The guide books - from the modern Michelin guide I'd picked up in my home-town Smith's to the nineteenth-century Baedecker I'd found in an antiquarian bookshop - all agreed that the best way to cross the harbour was on a hire-boat. What none of them told you was how to attract the attention of the boatmen at eight-fifteen on an autumn morning - or how to negotiate a fare when you finally had the chance. I'd spent some time with a phrase-book, but the local language - which is, apparently, unrelated to any other living tongue, except possibly Basque - is a minefield for the amateur. However, after much waving and monosyllabic explanation and pointing - followed by even more confused haggling, mostly conducted in sign language, punctuated with shrugs that would have made an Italian jealous - I had myself a ride.

The sun was just coming up over the coastal area of the city as we pushed away from the quay, and it was soon illuminating the outer city wall. According to the stories, that would once have glittered, as it was originally entirely covered with sheets of bronze, and strangely enough, there is plenty of evidence that this may be true; there are even some scraps of verdigris-encrusted metal held on to the stonework by corroded bolts, high on the less accessible parts of the masonry.
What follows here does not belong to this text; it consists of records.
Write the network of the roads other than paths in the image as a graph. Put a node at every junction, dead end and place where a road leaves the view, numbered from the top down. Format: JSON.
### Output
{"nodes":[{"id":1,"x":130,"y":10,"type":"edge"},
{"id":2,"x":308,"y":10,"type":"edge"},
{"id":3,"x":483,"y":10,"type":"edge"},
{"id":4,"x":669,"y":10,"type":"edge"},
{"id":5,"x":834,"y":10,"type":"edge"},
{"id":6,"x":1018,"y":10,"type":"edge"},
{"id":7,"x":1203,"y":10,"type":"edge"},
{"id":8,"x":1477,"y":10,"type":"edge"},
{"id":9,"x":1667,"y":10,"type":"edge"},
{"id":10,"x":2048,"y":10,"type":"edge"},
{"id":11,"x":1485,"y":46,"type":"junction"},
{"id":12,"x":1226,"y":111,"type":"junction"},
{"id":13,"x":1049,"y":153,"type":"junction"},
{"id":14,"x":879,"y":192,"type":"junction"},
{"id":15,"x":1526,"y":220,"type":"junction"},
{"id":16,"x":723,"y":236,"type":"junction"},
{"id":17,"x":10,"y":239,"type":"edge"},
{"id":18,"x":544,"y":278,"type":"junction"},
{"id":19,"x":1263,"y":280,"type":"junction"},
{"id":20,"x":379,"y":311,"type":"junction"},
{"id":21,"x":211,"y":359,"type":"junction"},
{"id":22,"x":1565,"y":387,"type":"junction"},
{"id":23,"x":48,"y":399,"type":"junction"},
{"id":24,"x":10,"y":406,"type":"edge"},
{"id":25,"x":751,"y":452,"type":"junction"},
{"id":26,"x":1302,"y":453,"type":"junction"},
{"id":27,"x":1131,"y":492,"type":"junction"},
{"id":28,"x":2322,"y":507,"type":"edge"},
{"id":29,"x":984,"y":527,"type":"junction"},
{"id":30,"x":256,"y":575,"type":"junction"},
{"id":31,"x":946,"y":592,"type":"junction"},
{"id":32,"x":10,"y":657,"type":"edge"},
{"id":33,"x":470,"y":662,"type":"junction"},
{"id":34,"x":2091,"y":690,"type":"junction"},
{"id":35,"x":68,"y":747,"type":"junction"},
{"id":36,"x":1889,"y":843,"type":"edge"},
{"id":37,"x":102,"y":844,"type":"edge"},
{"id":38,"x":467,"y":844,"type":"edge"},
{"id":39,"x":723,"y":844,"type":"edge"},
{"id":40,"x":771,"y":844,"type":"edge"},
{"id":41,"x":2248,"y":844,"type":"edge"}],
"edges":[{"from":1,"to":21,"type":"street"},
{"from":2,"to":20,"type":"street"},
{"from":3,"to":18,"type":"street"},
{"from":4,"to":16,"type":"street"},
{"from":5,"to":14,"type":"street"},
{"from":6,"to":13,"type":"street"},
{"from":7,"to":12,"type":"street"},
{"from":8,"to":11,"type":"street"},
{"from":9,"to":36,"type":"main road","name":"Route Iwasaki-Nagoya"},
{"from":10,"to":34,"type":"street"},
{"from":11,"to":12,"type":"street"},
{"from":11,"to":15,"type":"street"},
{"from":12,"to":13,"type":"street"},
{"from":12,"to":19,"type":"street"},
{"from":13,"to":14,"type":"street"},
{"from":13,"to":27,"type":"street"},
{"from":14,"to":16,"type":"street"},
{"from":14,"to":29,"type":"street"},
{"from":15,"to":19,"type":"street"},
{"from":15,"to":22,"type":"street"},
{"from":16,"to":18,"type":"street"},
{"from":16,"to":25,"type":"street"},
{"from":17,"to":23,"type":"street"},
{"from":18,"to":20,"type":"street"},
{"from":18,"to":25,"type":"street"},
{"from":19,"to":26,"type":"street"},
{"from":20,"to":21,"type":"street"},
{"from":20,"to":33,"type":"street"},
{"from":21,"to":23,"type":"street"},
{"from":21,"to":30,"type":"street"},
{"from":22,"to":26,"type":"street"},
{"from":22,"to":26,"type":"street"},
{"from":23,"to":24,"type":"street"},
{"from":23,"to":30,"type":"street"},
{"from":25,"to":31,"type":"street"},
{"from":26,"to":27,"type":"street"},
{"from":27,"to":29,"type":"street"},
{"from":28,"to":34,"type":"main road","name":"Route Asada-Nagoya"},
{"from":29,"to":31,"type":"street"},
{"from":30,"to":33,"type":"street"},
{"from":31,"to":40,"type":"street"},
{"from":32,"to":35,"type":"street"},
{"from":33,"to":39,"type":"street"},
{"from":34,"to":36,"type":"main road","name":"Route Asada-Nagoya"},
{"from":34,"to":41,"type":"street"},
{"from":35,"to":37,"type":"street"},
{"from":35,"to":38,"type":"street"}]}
Mostly, though, the light showed the wall to be crumbling and ill-maintained, with great swathes of moss down near the waterfront, where there was more moisture in the air and the heat of the day never quite reached.
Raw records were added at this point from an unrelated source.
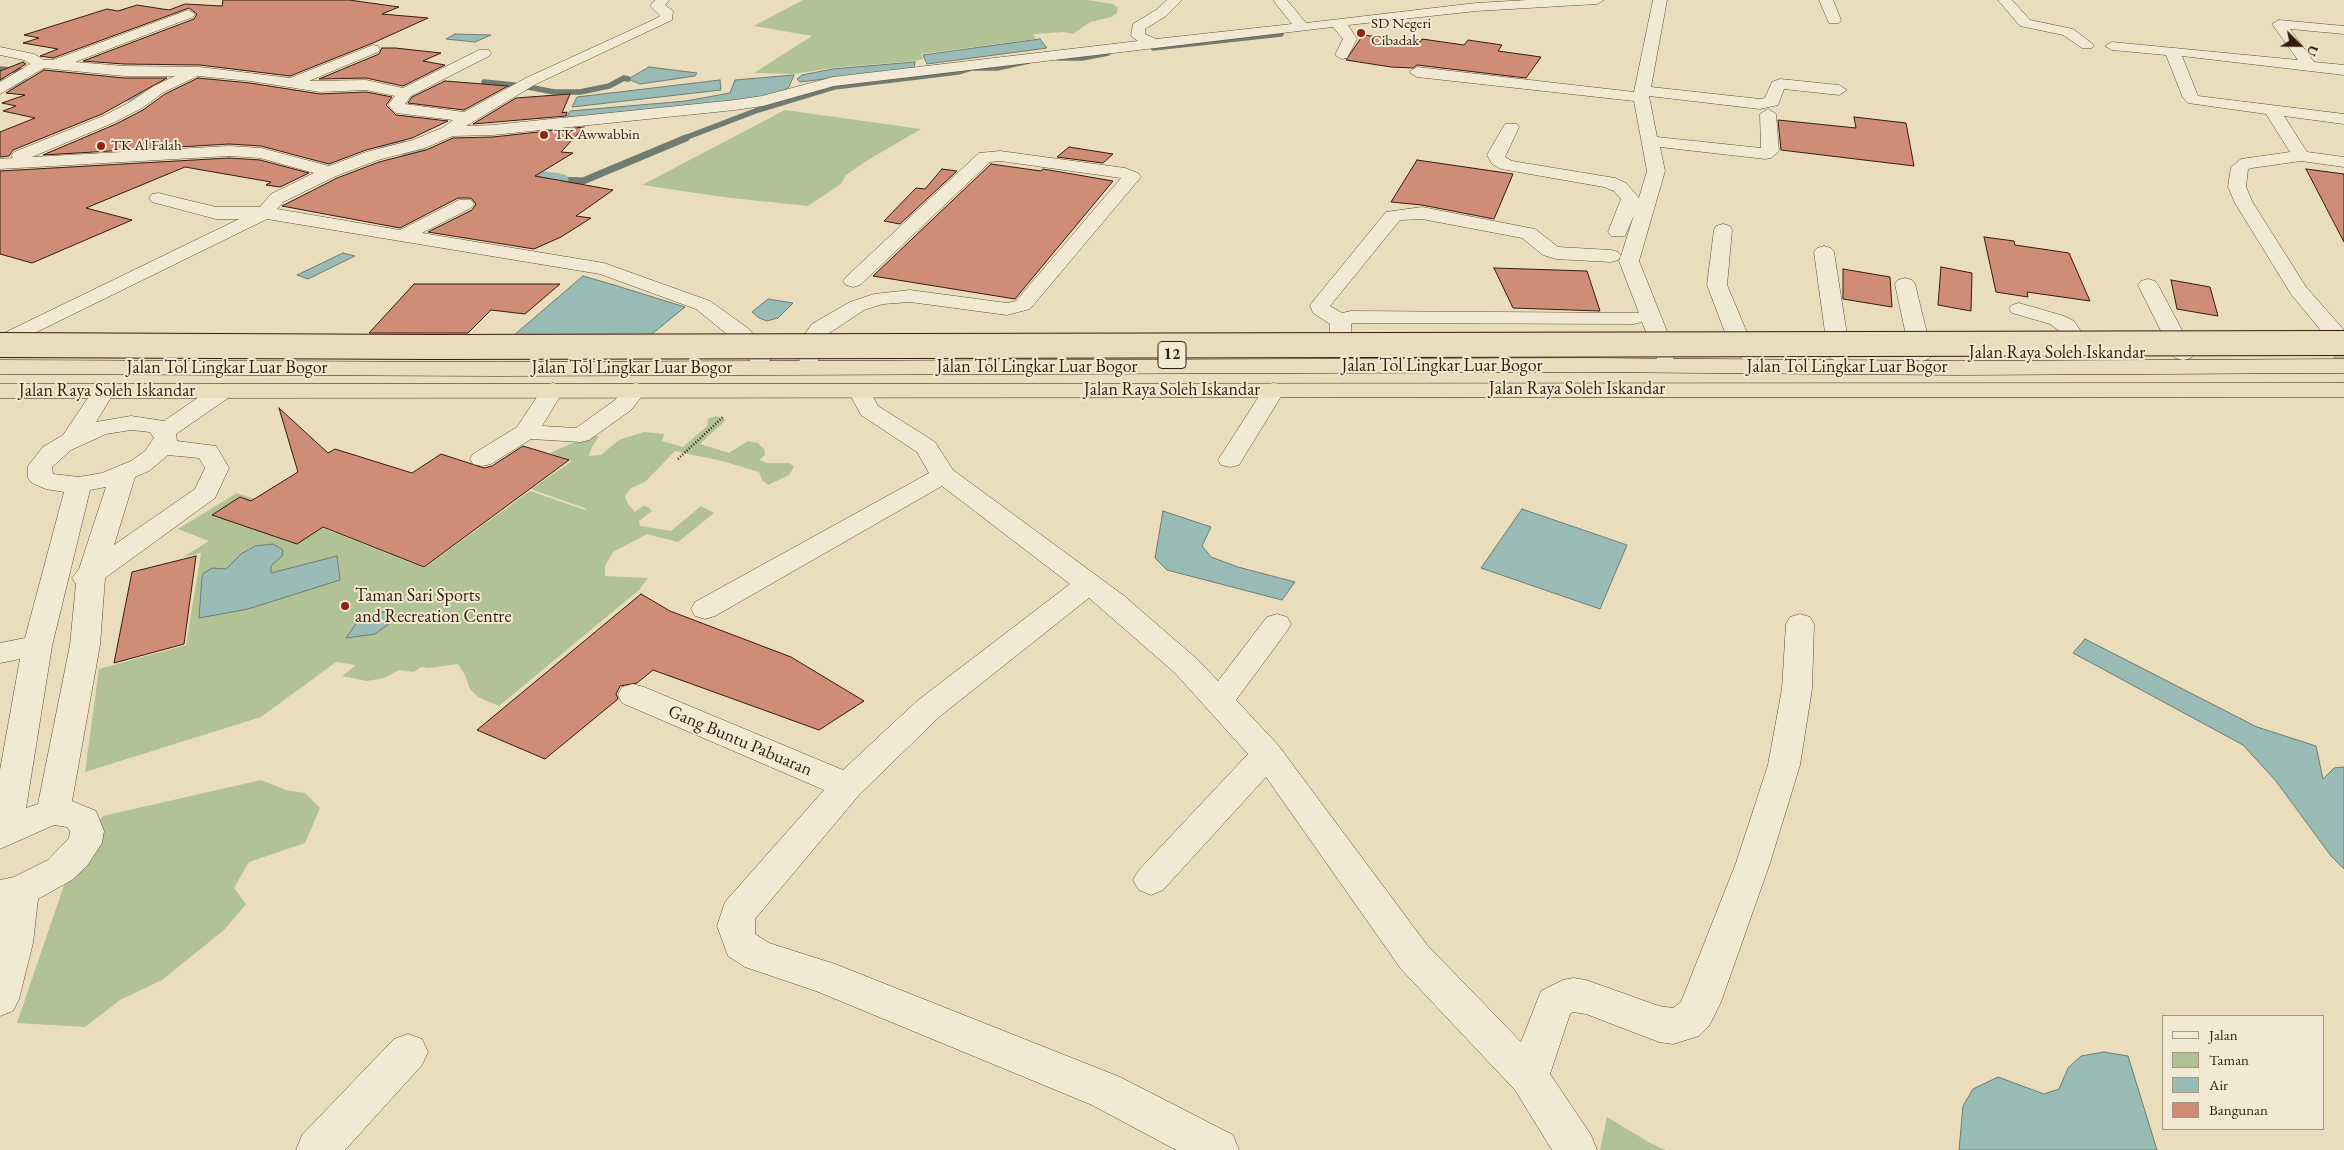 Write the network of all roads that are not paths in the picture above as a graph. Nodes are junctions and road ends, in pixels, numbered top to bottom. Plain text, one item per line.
1 (662, 0) edge
2 (1175, 0) edge
3 (1280, 0) edge
4 (1597, 0) edge
5 (1660, 0) edge
6 (1826, 0) edge
7 (2005, 0) edge
8 (175, 6) dead end
9 (1360, 6) dead end
10 (188, 14) dead end
11 (1370, 18) junction
12 (1834, 20) dead end
13 (1336, 22) junction
14 (1301, 26) junction
15 (149, 28) junction
16 (2344, 30) edge
17 (2086, 45) dead end
18 (2112, 46) dead end
19 (1150, 47) junction
20 (373, 49) dead end
21 (0, 51) edge
22 (2172, 51) junction
23 (484, 53) dead end
24 (1342, 55) dead end
25 (1042, 58) junction
26 (1140, 62) dead end
27 (48, 64) junction
28 (1078, 64) dead end
29 (2309, 66) junction
30 (2344, 70) edge
31 (200, 72) junction
32 (1417, 72) dead end
33 (293, 82) junction
34 (9, 85) edge
35 (1839, 90) dead end
36 (405, 92) junction
37 (1642, 94) junction
38 (2272, 110) junction
39 (666, 113) junction
40 (1768, 114) dead end
41 (467, 117) junction
42 (2344, 120) edge
43 (1511, 127) dead end
44 (656, 128) dead end
45 (450, 131) junction
46 (1651, 140) junction
47 (2301, 156) junction
48 (2344, 162) edge
49 (1, 164) edge
50 (330, 172) junction
51 (158, 198) dead end
52 (465, 204) dead end
53 (265, 213) junction
54 (1723, 230) dead end
55 (402, 236) junction
56 (1824, 252) dead end
57 (1611, 256) junction
58 (853, 281) dead end
59 (1905, 284) dead end
60 (2148, 285) dead end
61 (2019, 309) dead end
62 (1634, 318) junction
63 (1340, 321) junction
64 (0, 344) edge
65 (2344, 344) edge
66 (2084, 353) junction
67 (2184, 353) junction
68 (1655, 354) junction
69 (1750, 354) junction
70 (1839, 354) junction
71 (1921, 354) junction
72 (2344, 354) tunnel mouth
73 (1342, 355) junction
74 (0, 357) edge
75 (760, 358) junction
76 (809, 358) junction
77 (2344, 366) tunnel mouth
78 (0, 367) edge
79 (104, 390) junction
80 (553, 390) junction
81 (636, 390) junction
82 (1274, 390) junction
83 (2344, 390) edge
84 (0, 391) edge
85 (223, 391) junction
86 (858, 391) junction
87 (526, 432) junction
88 (73, 439) junction
89 (163, 439) junction
90 (482, 459) dead end
91 (1230, 460) dead end
92 (123, 474) junction
93 (943, 475) junction
94 (79, 485) junction
95 (91, 576) junction
96 (1089, 583) junction
97 (53, 591) junction
98 (705, 609) dead end
99 (1278, 624) dead end
100 (1800, 624) dead end
101 (38, 646) junction
102 (0, 654) edge
103 (632, 695) dead end
104 (1219, 701) junction
105 (1267, 754) junction
106 (848, 786) junction
107 (53, 812) junction
108 (3, 832) edge
109 (1151, 880) dead end
110 (10, 893) edge
111 (0, 999) edge
112 (408, 1052) dead end
113 (1529, 1077) junction
114 (317, 1150) edge
115 (1218, 1150) edge
116 (1576, 1150) edge

1 - 41 street
2 - 19 street
3 - 14 street
4 - 11 street
5 - 37 street
6 - 12 street
7 - 17 street
8 - 15 street
9 - 11 street
10 - 15 street
11 - 13 street
13 - 14 street
13 - 24 street
14 - 19 street
15 - 27 street
16 - 29 street
18 - 22 street
19 - 25 street
19 - 26 street
20 - 33 street
21 - 27 street
22 - 29 street
22 - 38 street
23 - 36 street
25 - 28 street
25 - 39 street
27 - 31 street
27 - 34 street
29 - 30 street
31 - 33 street
31 - 49 street
32 - 37 street
33 - 36 street
35 - 37 street
36 - 41 street
37 - 46 street
38 - 42 street
38 - 47 street
39 - 44 street
39 - 45 street
40 - 46 street
41 - 45 street
43 - 57 street
45 - 50 street
46 - 68 street
47 - 48 street
47 - 65 street
49 - 50 street
50 - 53 street
51 - 53 street
52 - 55 street
53 - 55 street
53 - 64 street
54 - 69 street
55 - 75 street
56 - 70 street
57 - 62 street
57 - 63 street
58 - 76 street
59 - 71 street
60 - 67 street
61 - 66 street
62 - 63 street
62 - 68 street
63 - 73 street
64 - 65 highway, Jalan Tol Lingkar Luar Bogor, bridge
66 - 67 highway, Jalan Raya Soleh Iskandar / 12
66 - 71 highway, Jalan Raya Soleh Iskandar / 12
67 - 72 highway, Jalan Raya Soleh Iskandar / 12
68 - 69 highway, Jalan Raya Soleh Iskandar / 12
68 - 73 highway, Jalan Raya Soleh Iskandar / 12
69 - 70 highway, Jalan Raya Soleh Iskandar / 12
70 - 71 highway, Jalan Raya Soleh Iskandar / 12
73 - 76 highway, Jalan Raya Soleh Iskandar / 12
74 - 75 highway, Jalan Raya Soleh Iskandar / 12
75 - 76 highway, Jalan Raya Soleh Iskandar / 12
77 - 78 highway, Jalan Tol Lingkar Luar Bogor
79 - 84 highway, Jalan Raya Soleh Iskandar / 12
79 - 85 highway, Jalan Raya Soleh Iskandar / 12
79 - 88 street
80 - 81 highway, Jalan Raya Soleh Iskandar / 12
80 - 85 highway, Jalan Raya Soleh Iskandar / 12
80 - 87 street
81 - 86 highway, Jalan Raya Soleh Iskandar / 12
81 - 87 street
82 - 83 highway, Jalan Raya Soleh Iskandar / 12
82 - 86 highway, Jalan Raya Soleh Iskandar / 12
82 - 91 street
85 - 89 street
86 - 93 street
87 - 90 street
88 - 89 street
88 - 94 street
89 - 92 street
89 - 95 street
92 - 94 street
92 - 95 street
93 - 96 street
93 - 98 street
94 - 97 street
95 - 97 street
95 - 107 street
96 - 104 street
96 - 106 street
97 - 101 street
99 - 104 street
100 - 113 street
101 - 102 street
101 - 108 street
103 - 106 street, Gang Buntu Pabuaran
104 - 105 street
105 - 109 street
105 - 113 street
106 - 115 street
107 - 108 street
107 - 110 street
110 - 111 street
112 - 114 street
113 - 116 street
It was certainly cool on the water that morning. I huddled inside my jacket, and looked at the buildings of the commercial quarter receding behind us.

Despite my first impressions of the night before, I decided that they weren't all on the verge of collapse. Ever since the great days of their empire, the people of the city have regarded the commercial district as less sacred than most of their God-given capital - so once in a while, they've actually built something new there, and even, sometimes, torn down the odd block to replace it with something more solid. Because they had so much space to play with beyond the circular "harbours", they rarely re-built an area more than once, so the place is a hotchpotch of building styles. They traded, at least a little, with Alexander's empire, Rome, and the Arabs, as well as with Europe and now America, and they stole architectural ideas shamelessly from everyone. So you've got badly-proportioned classical villas, occupied by half-a-dozen dirt-poor families, next to branches of Macdonalds in buildings that might once have resembled the Alhambra (but without the plaster-work or the fountains), and grimy Victorian warehouses rubbing shoulders with the occasional North African-style flat-roofed house - although considering their geographical location, the craftsmen of the city have always drawn remarkably little on African building techniques. I suspect that it's something to do with pride and ex-imperial attitudes.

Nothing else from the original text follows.